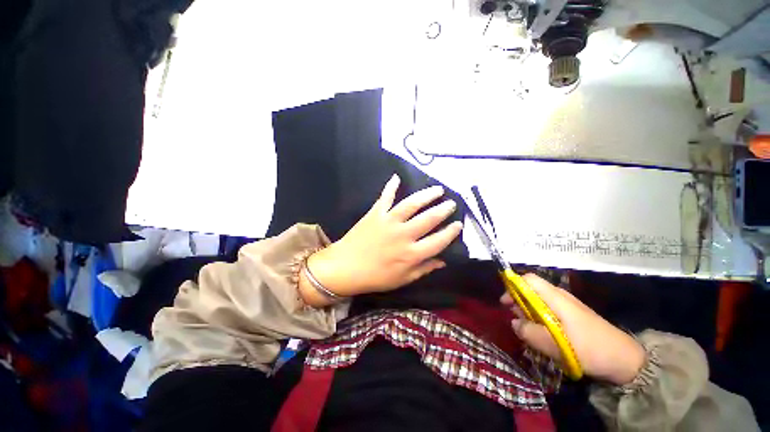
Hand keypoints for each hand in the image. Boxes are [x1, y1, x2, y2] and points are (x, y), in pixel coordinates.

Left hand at [305, 174, 462, 299]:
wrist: (344, 268)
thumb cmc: (375, 277)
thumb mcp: (403, 279)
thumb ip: (424, 269)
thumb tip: (443, 261)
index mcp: (411, 254)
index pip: (438, 241)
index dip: (451, 232)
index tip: (459, 224)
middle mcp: (403, 235)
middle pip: (428, 219)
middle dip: (443, 209)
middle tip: (451, 203)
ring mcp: (389, 221)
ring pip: (412, 204)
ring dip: (426, 195)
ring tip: (437, 189)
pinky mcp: (375, 213)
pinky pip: (385, 197)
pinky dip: (391, 186)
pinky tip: (397, 177)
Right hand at [501, 274, 645, 384]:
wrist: (625, 360)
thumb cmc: (589, 349)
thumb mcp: (554, 344)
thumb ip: (529, 332)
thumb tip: (514, 323)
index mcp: (555, 297)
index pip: (528, 280)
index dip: (513, 286)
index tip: (505, 303)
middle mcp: (560, 297)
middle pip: (531, 290)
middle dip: (518, 302)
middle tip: (515, 320)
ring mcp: (568, 306)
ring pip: (539, 301)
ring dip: (528, 312)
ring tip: (527, 330)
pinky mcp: (573, 316)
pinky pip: (549, 311)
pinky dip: (540, 319)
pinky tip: (542, 334)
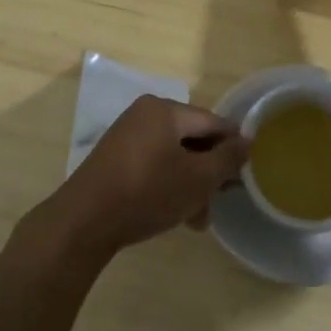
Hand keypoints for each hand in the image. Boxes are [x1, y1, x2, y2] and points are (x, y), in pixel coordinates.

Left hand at [38, 96, 249, 257]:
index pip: (213, 121)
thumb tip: (246, 141)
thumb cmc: (148, 192)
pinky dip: (168, 185)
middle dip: (209, 172)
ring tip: (198, 219)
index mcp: (165, 109)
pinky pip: (153, 165)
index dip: (233, 146)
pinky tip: (176, 214)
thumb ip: (227, 158)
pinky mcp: (115, 159)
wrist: (84, 221)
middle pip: (192, 138)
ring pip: (173, 156)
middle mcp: (144, 114)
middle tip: (220, 201)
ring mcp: (127, 136)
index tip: (246, 173)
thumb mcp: (197, 178)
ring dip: (190, 184)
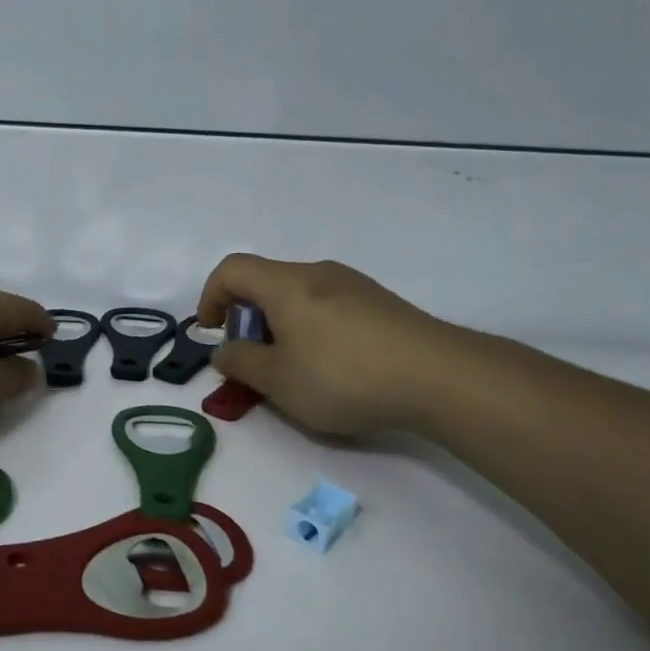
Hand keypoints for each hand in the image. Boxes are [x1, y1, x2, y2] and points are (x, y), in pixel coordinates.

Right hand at [195, 254, 479, 437]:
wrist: (439, 376)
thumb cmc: (344, 376)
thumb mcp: (279, 381)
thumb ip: (241, 363)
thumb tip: (223, 349)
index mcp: (285, 284)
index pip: (231, 269)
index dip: (210, 297)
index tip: (211, 333)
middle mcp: (317, 273)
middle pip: (266, 282)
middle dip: (247, 318)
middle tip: (254, 360)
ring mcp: (354, 285)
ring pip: (299, 295)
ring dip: (281, 325)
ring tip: (294, 369)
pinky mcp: (380, 303)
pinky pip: (329, 306)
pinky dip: (312, 328)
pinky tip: (335, 368)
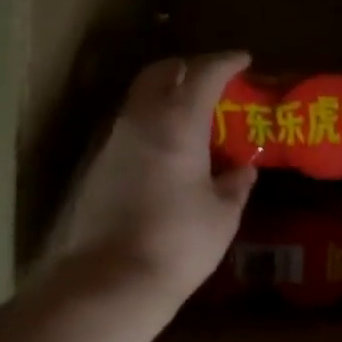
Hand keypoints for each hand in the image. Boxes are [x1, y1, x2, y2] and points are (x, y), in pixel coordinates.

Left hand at [58, 52, 256, 309]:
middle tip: (213, 81)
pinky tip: (169, 151)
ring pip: (140, 99)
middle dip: (187, 68)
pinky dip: (152, 124)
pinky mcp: (98, 168)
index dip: (225, 62)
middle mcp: (141, 122)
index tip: (243, 60)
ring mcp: (114, 143)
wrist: (110, 281)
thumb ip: (235, 185)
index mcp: (177, 124)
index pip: (202, 74)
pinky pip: (130, 128)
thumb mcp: (222, 215)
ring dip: (167, 96)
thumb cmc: (178, 242)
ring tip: (194, 116)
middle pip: (160, 73)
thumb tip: (243, 170)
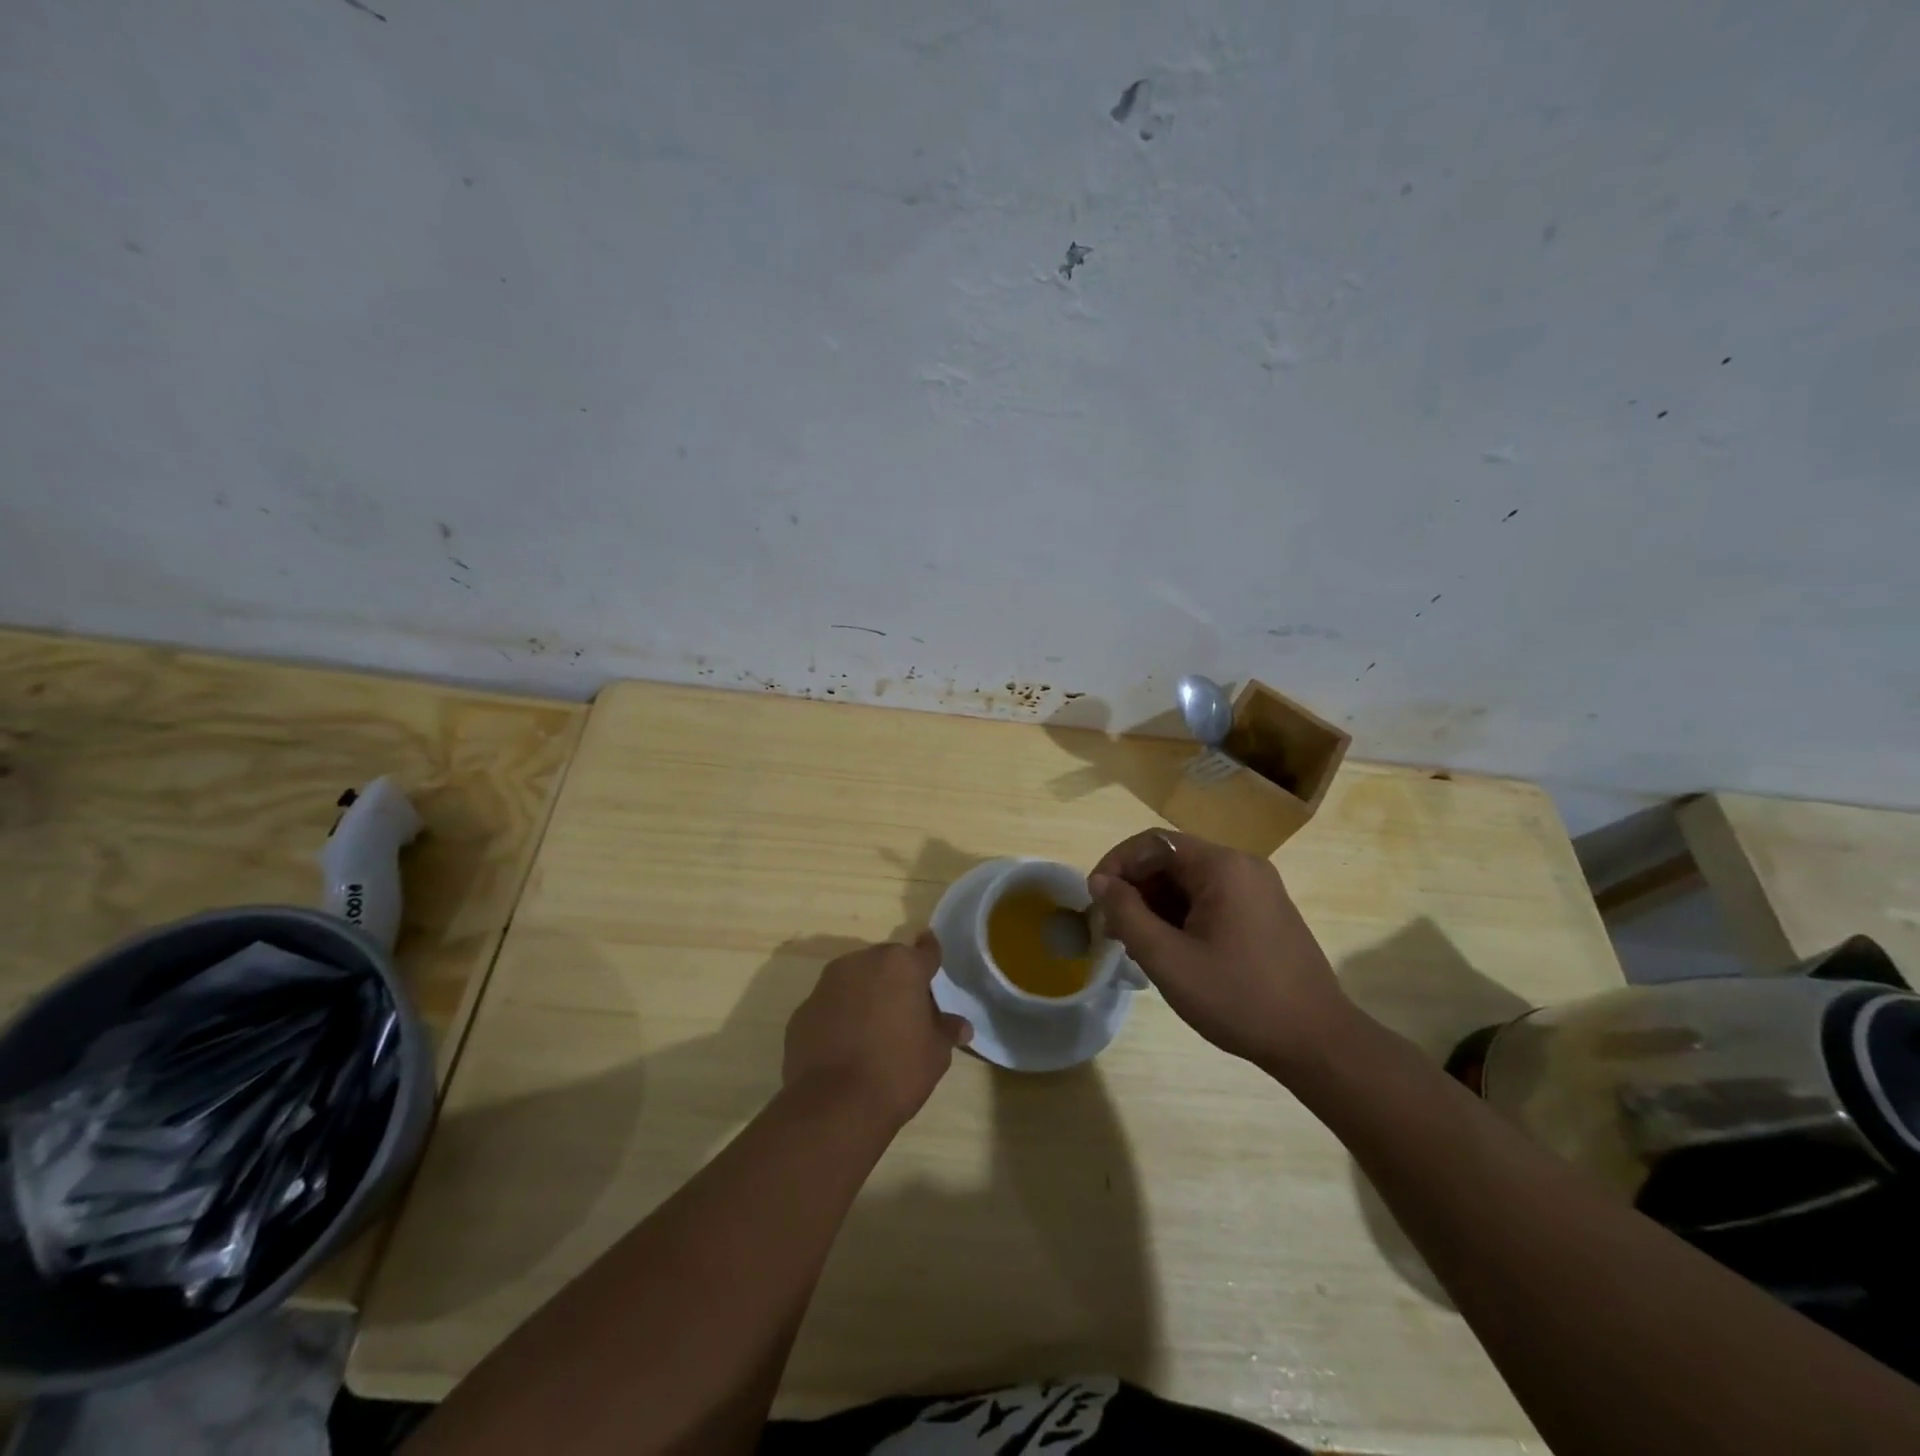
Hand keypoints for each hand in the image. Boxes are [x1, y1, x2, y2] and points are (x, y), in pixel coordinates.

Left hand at [783, 934, 972, 1129]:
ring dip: (865, 995)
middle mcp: (862, 962)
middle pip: (886, 963)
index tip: (933, 961)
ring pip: (854, 980)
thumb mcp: (935, 1054)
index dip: (931, 957)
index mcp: (901, 965)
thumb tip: (960, 1025)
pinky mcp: (802, 1010)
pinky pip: (830, 1006)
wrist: (833, 1106)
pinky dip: (839, 1017)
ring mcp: (827, 984)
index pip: (925, 951)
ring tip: (874, 1031)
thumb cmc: (897, 1071)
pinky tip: (845, 1047)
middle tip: (906, 1011)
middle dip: (896, 980)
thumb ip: (946, 1030)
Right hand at [1088, 830, 1358, 1075]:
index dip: (1116, 864)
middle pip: (1171, 860)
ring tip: (1136, 945)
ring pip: (1189, 882)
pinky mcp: (1264, 913)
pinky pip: (1210, 899)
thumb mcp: (1169, 959)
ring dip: (1155, 905)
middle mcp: (1242, 866)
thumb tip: (1100, 882)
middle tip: (1112, 929)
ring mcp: (1257, 890)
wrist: (1317, 1043)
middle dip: (1135, 889)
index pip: (1153, 843)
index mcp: (1222, 866)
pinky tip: (1169, 951)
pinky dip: (1181, 916)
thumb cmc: (1238, 998)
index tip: (1094, 900)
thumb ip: (1127, 914)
• • • • •
An exact copy of all the data above is required; omit any pictures.

**Your response**
Hand keypoints for each hand in the image. Boxes are [x1, y1, x2, y2] and points are (x, y), in pixel coordinates.

Left hand at [305, 174, 462, 299]:
wrist: (344, 268)
thumb cmc: (375, 277)
thumb mcp: (403, 279)
thumb ip: (424, 269)
thumb tip: (443, 261)
index mcp: (411, 254)
index pip: (438, 241)
index dip: (451, 232)
index tip: (459, 224)
middle mcp: (403, 235)
middle pip: (428, 219)
middle dip: (443, 209)
middle tip: (451, 203)
ring mcp: (389, 221)
ring pip: (412, 204)
ring dip: (426, 195)
ring tip: (437, 189)
pinky mcp: (375, 213)
pinky pip: (385, 197)
pinky dip: (391, 186)
pinky tip: (397, 177)
Right hand at [501, 274, 645, 384]:
wrist: (625, 360)
thumb cmc: (589, 349)
thumb mcp: (554, 344)
thumb ip: (529, 332)
thumb tip: (514, 323)
index mcp: (555, 297)
index pip: (528, 280)
index dip: (513, 286)
index tip: (505, 303)
middle mcp: (560, 297)
middle pip: (531, 290)
middle dip: (518, 302)
middle tip: (515, 320)
ring mcp: (568, 306)
ring pip: (539, 301)
ring dip: (528, 312)
ring tip: (527, 330)
pinky mcp: (573, 316)
pinky pip: (549, 311)
pinky dip: (540, 319)
pinky tip: (542, 334)
Hand keypoints for each hand in the image. Boxes are [x1, y1, x2, y2] and points are (x, y), in pixel coordinates.

Left hand at [38, 96, 249, 257]:
index pip: (213, 121)
thumb tip: (246, 141)
thumb cmc: (148, 192)
pinky dip: (168, 185)
middle dip: (209, 172)
ring tip: (198, 219)
index mcp: (165, 109)
pinky pip: (153, 165)
index dip: (233, 146)
pinky tip: (176, 214)
thumb ip: (227, 158)
pinky mcp: (115, 159)
wrist: (84, 221)
middle pip: (192, 138)
ring pip: (173, 156)
middle mcp: (144, 114)
middle tip: (220, 201)
ring mcp: (127, 136)
index tip: (246, 173)
thumb mcp: (197, 178)
ring dip: (190, 184)
Hand keypoints for each hand in the image. Boxes are [x1, y1, x2, y2] and points are (x, y), in pixel coordinates.

Right hand at [195, 254, 479, 437]:
wrist: (439, 376)
thumb cmc: (344, 376)
thumb mcp: (279, 381)
thumb ip: (241, 363)
thumb tip: (223, 349)
index mcp: (285, 284)
index pip: (231, 269)
index dip: (210, 297)
index tip: (211, 333)
middle mcp: (317, 273)
middle pip: (266, 282)
middle dip: (247, 318)
middle tip: (254, 360)
ring mcp: (354, 285)
ring pip: (299, 295)
ring dip: (281, 325)
ring tip: (294, 369)
pinky mcp: (380, 303)
pinky pip: (329, 306)
pinky dip: (312, 328)
pinky tip: (335, 368)
Hand keypoints for each hand in the image. Boxes are [x1, y1, x2, y2] and points are (x, y), in pixel coordinates.

Left hand at [58, 52, 256, 309]:
middle tip: (213, 81)
pinky tip: (169, 151)
ring pip: (140, 99)
middle dip: (187, 68)
pinky dip: (152, 124)
pinky mcp: (98, 168)
index dip: (225, 62)
middle mcp: (141, 122)
index tip: (243, 60)
ring mcp: (114, 143)
wrist: (110, 281)
thumb ip: (235, 185)
index mcp: (177, 124)
index pip: (202, 74)
pinky pip: (130, 128)
thumb mcp: (222, 215)
ring dip: (167, 96)
thumb cmc: (178, 242)
ring tip: (194, 116)
middle pip: (160, 73)
thumb tip: (243, 170)
Hand keypoints for each hand in the image. Boxes are [x1, y1, x2, y2] and points are (x, y), in pixel coordinates.

Left hand at [783, 934, 972, 1129]:
ring dip: (865, 995)
middle mcp: (862, 962)
middle pip: (886, 963)
index tip: (933, 961)
ring pip: (854, 980)
thumb mcp: (935, 1054)
index dip: (931, 957)
index mcp: (901, 965)
thumb tip: (960, 1025)
pinky mcp: (802, 1010)
pinky pip: (830, 1006)
wrist: (833, 1106)
pinky dip: (839, 1017)
ring mcp: (827, 984)
index pip: (925, 951)
ring tip: (874, 1031)
thumb cmc: (897, 1071)
pinky tip: (845, 1047)
middle tip: (906, 1011)
middle dip: (896, 980)
thumb ip: (946, 1030)
Right hand at [1088, 830, 1358, 1075]:
index dip: (1116, 864)
middle pip: (1171, 860)
ring tip: (1136, 945)
ring pip: (1189, 882)
pinky mcp: (1264, 913)
pinky pip: (1210, 899)
thumb mcp: (1169, 959)
ring dip: (1155, 905)
middle mcp: (1242, 866)
thumb tip: (1100, 882)
middle tip: (1112, 929)
ring mcp: (1257, 890)
wrist: (1317, 1043)
middle dip: (1135, 889)
index pip: (1153, 843)
index mcp: (1222, 866)
pinky tip: (1169, 951)
pinky dip: (1181, 916)
thumb cmc: (1238, 998)
index tip: (1094, 900)
thumb ip: (1127, 914)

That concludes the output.